What the exercise asks: Would you count how many lines of the entries below include the word "graph"? Give nothing but the number.

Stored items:

BEGIN

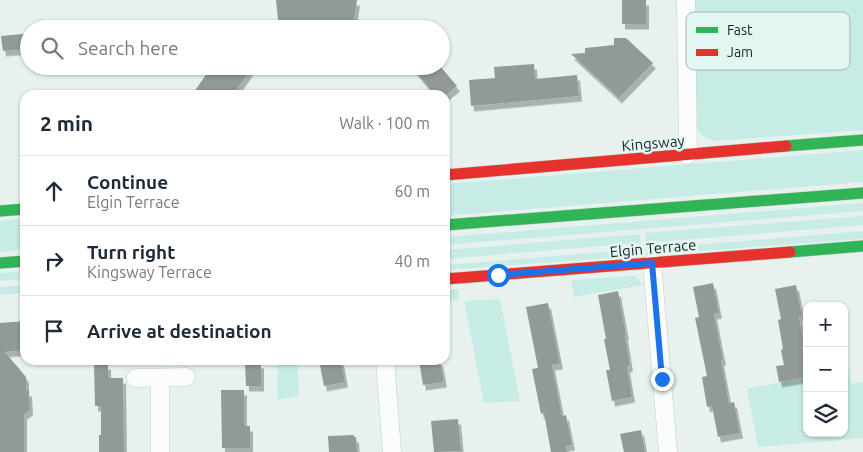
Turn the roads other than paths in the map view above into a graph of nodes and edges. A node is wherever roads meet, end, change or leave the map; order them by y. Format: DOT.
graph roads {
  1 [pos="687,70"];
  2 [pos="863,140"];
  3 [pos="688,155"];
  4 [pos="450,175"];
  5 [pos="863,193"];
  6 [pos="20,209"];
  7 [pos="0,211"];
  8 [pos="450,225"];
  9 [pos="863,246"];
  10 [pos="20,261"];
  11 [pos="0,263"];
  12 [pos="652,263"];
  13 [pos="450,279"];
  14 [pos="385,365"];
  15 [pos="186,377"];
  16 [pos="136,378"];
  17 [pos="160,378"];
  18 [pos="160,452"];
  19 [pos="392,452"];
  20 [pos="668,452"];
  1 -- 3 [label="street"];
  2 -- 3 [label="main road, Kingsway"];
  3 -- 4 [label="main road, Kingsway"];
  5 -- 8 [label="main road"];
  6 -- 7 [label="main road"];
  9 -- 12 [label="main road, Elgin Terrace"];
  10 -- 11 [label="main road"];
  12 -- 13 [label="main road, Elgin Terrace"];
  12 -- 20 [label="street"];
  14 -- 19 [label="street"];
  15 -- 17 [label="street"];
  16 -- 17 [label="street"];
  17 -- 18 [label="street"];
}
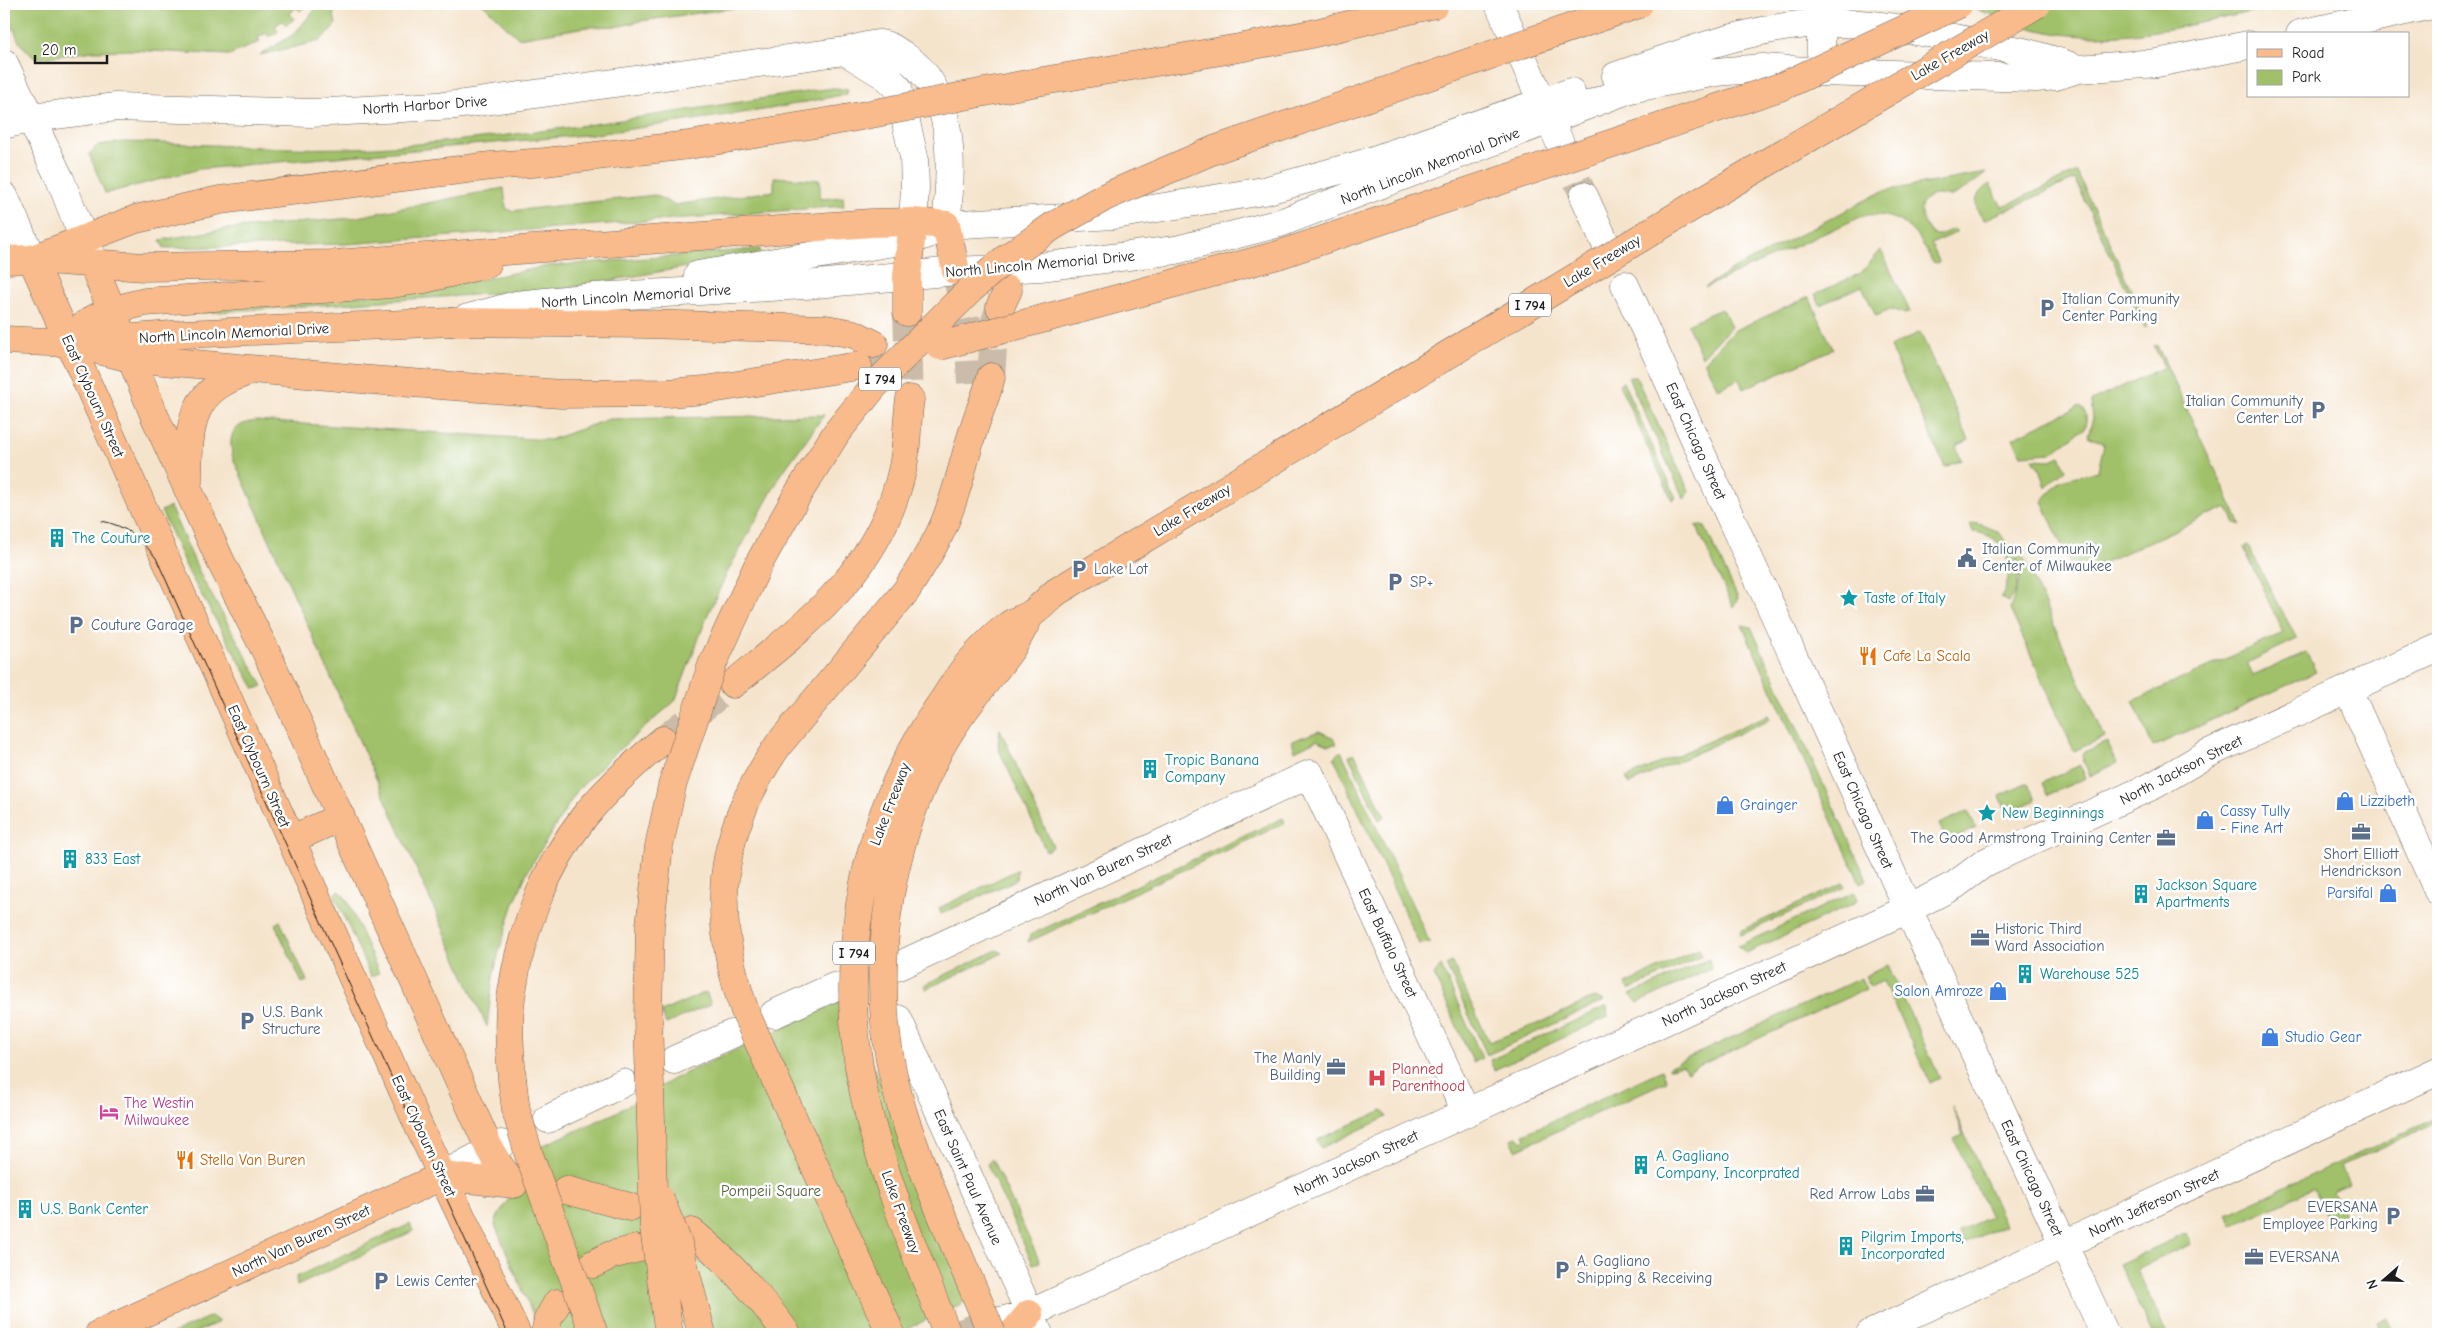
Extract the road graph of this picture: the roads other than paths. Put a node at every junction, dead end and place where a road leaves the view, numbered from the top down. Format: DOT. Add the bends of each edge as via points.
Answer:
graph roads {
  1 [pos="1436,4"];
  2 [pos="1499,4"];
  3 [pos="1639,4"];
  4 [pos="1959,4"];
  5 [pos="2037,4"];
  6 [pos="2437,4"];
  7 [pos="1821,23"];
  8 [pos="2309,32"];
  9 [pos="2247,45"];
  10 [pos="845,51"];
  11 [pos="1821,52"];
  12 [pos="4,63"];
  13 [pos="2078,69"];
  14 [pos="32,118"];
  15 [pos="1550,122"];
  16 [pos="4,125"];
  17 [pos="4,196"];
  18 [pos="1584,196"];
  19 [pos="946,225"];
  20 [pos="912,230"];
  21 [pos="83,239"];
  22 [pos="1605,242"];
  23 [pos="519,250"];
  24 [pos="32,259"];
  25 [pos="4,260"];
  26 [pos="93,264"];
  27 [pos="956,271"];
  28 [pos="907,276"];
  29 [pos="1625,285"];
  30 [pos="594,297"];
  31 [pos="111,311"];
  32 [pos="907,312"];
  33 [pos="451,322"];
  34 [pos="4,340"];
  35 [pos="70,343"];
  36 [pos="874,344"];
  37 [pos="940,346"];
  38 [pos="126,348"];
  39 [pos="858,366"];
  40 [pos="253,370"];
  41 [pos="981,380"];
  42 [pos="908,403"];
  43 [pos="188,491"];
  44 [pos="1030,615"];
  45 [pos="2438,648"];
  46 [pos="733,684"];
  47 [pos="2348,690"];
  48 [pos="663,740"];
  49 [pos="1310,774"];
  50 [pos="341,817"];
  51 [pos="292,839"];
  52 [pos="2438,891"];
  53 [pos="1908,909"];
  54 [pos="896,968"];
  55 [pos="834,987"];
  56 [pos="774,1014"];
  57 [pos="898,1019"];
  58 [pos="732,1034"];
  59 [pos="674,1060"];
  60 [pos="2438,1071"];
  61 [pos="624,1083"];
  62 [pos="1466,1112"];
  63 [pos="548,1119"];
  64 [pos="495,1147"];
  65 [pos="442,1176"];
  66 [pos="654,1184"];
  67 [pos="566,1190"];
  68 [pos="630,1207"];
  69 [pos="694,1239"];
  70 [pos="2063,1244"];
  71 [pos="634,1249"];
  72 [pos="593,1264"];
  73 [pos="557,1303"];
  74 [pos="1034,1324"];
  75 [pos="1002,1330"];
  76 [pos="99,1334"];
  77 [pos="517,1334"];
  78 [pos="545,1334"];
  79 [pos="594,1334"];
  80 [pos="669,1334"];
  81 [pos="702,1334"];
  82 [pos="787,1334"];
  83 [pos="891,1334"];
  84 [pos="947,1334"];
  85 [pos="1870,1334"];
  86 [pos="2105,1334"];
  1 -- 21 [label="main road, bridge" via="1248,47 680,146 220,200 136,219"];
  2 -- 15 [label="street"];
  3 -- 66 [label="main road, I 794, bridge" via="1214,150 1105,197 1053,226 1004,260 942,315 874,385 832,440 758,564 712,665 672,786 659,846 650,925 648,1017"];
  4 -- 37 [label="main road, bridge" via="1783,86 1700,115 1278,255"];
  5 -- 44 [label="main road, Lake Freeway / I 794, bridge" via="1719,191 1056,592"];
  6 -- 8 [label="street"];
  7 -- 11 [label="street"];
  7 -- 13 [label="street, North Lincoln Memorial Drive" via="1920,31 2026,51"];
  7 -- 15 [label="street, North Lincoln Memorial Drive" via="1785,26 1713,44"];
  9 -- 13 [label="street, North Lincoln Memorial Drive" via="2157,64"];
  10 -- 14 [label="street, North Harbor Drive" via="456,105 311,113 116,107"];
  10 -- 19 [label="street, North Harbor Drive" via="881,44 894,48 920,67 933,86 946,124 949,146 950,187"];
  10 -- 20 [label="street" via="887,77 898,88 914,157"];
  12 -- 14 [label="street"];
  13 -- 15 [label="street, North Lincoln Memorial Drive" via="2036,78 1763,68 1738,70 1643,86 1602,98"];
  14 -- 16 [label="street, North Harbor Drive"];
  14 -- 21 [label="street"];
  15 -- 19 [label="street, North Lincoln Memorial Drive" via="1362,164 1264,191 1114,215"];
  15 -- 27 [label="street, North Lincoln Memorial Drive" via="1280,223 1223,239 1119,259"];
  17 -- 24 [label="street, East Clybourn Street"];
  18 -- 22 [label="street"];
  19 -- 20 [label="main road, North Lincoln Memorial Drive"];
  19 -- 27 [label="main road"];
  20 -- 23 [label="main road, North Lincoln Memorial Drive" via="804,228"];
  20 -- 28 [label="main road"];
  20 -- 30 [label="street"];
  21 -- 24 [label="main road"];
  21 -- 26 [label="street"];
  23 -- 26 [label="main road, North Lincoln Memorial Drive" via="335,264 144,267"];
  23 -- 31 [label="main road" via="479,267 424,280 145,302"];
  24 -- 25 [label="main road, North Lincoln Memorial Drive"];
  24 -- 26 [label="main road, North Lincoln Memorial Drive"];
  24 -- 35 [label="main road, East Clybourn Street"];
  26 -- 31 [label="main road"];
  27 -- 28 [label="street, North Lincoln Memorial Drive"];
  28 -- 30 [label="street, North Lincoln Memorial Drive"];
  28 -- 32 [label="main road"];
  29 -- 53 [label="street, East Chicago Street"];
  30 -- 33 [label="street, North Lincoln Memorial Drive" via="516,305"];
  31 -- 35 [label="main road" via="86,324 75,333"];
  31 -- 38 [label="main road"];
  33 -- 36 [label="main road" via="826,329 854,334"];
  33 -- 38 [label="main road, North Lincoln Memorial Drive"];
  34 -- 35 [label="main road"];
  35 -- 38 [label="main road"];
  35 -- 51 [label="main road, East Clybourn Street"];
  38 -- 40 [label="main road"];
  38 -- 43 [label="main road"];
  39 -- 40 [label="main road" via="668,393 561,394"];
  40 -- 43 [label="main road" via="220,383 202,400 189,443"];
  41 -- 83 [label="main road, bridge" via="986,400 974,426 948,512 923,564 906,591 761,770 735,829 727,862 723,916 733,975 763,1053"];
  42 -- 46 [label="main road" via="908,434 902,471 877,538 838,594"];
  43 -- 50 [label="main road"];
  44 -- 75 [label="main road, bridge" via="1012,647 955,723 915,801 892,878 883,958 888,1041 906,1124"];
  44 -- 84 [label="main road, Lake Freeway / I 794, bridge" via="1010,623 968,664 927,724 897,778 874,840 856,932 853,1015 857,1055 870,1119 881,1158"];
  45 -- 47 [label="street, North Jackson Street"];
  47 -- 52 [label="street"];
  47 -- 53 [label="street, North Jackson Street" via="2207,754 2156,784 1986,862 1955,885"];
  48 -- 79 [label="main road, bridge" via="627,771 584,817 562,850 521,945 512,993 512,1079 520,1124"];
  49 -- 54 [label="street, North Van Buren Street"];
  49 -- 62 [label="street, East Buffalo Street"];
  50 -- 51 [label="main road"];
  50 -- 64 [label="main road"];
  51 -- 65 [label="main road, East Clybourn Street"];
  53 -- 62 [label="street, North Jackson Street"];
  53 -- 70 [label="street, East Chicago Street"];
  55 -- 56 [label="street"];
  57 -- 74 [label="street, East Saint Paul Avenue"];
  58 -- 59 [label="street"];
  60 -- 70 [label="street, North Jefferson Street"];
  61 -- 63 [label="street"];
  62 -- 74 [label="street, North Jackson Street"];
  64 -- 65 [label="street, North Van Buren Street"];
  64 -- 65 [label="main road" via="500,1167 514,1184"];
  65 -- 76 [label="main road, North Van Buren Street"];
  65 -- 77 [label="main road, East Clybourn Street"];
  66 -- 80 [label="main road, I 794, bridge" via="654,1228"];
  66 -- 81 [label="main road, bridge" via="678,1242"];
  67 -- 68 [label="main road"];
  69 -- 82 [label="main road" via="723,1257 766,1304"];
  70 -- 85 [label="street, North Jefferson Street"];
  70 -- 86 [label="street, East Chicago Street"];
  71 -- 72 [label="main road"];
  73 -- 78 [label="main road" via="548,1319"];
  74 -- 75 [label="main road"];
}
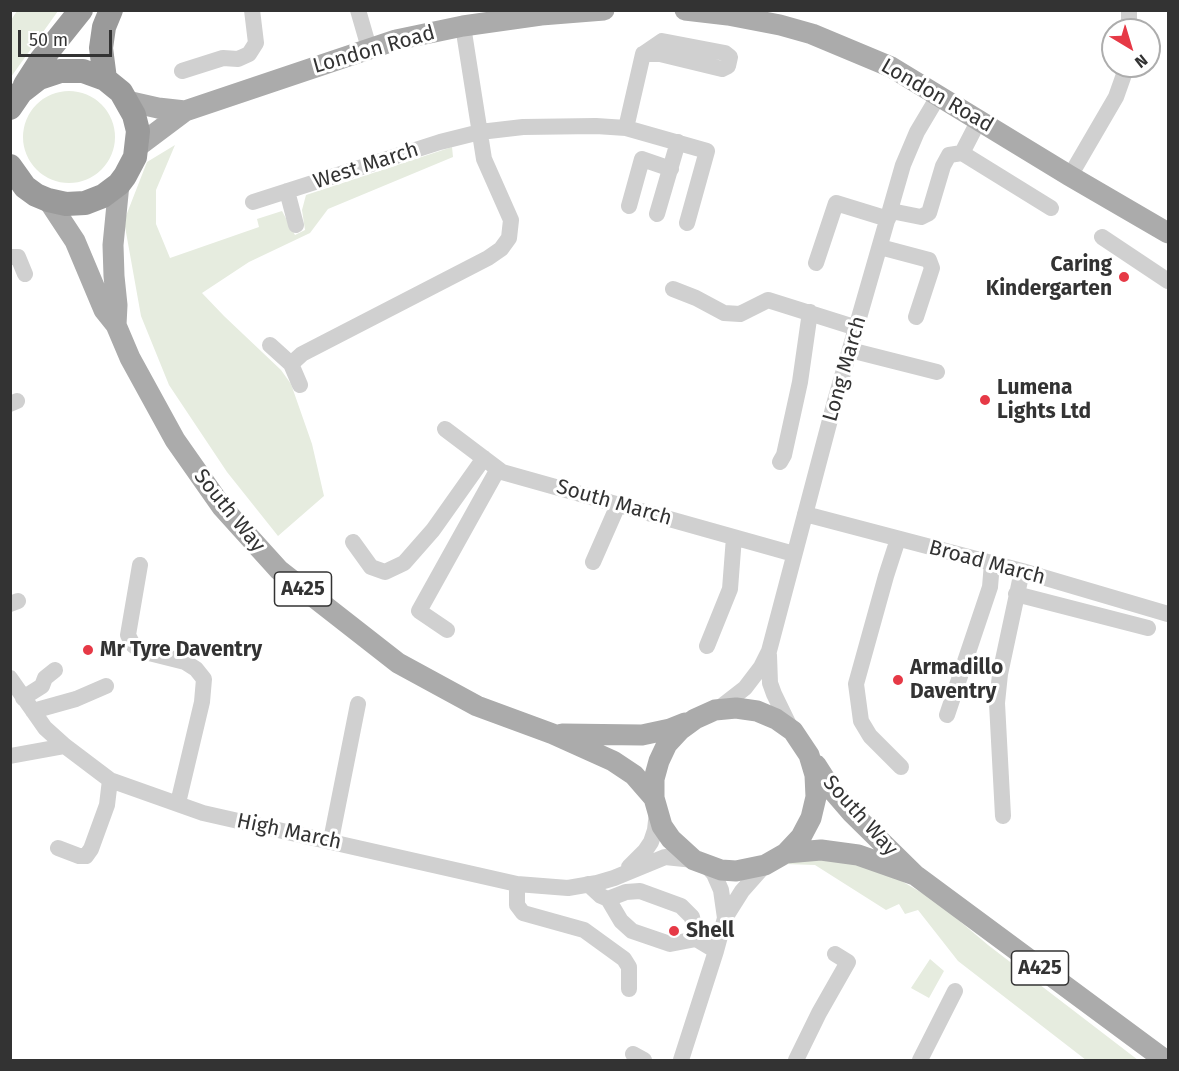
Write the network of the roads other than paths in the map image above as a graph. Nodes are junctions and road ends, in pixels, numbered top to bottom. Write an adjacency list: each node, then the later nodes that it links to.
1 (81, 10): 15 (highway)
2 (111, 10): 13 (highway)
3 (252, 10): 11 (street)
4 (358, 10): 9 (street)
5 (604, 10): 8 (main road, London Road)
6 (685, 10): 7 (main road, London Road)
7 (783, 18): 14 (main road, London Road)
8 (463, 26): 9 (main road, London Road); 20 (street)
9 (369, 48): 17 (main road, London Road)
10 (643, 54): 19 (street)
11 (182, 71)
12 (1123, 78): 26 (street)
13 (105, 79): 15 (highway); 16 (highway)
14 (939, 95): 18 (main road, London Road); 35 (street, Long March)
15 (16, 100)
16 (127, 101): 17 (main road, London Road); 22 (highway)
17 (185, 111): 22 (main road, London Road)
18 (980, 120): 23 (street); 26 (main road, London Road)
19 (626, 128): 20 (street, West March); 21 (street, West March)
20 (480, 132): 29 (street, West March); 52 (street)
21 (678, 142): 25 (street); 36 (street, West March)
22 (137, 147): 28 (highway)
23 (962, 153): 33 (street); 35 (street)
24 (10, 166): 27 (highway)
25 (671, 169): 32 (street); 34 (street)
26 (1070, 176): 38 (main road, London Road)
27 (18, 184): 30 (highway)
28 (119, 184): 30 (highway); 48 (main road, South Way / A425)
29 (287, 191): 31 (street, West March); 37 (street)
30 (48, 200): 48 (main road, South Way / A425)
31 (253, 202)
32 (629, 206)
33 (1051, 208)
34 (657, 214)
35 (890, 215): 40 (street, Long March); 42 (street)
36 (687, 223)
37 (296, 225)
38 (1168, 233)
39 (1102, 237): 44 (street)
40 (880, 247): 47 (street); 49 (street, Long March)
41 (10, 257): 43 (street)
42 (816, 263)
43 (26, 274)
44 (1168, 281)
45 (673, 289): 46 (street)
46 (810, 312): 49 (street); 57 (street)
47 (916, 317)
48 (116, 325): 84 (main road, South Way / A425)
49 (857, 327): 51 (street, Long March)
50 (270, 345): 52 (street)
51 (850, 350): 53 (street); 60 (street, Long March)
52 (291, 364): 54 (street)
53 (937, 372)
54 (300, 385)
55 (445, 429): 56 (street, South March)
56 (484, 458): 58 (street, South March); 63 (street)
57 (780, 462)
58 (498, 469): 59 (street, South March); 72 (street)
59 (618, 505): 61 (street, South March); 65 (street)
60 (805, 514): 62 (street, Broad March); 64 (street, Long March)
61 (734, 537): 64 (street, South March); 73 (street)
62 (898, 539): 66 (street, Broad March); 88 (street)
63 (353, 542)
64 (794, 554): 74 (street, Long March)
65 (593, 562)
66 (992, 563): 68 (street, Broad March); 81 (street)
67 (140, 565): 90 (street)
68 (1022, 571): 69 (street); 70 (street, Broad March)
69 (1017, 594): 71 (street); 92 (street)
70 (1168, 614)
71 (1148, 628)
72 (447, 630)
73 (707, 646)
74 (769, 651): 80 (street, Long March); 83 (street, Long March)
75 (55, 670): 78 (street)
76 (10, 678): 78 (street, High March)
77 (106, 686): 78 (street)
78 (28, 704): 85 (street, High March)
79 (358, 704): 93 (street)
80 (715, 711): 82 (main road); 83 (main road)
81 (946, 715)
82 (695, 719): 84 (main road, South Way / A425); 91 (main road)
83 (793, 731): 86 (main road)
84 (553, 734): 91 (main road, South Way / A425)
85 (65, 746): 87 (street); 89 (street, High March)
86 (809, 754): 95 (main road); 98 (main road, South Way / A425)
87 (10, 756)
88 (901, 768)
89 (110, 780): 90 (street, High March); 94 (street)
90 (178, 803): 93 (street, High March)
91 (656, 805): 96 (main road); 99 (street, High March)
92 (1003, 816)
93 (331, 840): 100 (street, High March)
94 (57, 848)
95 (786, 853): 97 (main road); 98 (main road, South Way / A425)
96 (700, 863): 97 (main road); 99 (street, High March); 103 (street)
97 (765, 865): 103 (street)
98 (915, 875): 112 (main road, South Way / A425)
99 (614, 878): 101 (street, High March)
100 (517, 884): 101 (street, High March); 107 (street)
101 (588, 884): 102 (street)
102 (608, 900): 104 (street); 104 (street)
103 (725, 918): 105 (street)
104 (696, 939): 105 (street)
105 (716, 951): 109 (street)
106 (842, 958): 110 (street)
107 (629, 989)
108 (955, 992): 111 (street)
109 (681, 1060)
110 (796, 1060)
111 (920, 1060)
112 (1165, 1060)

END

Solution to the exercise: 5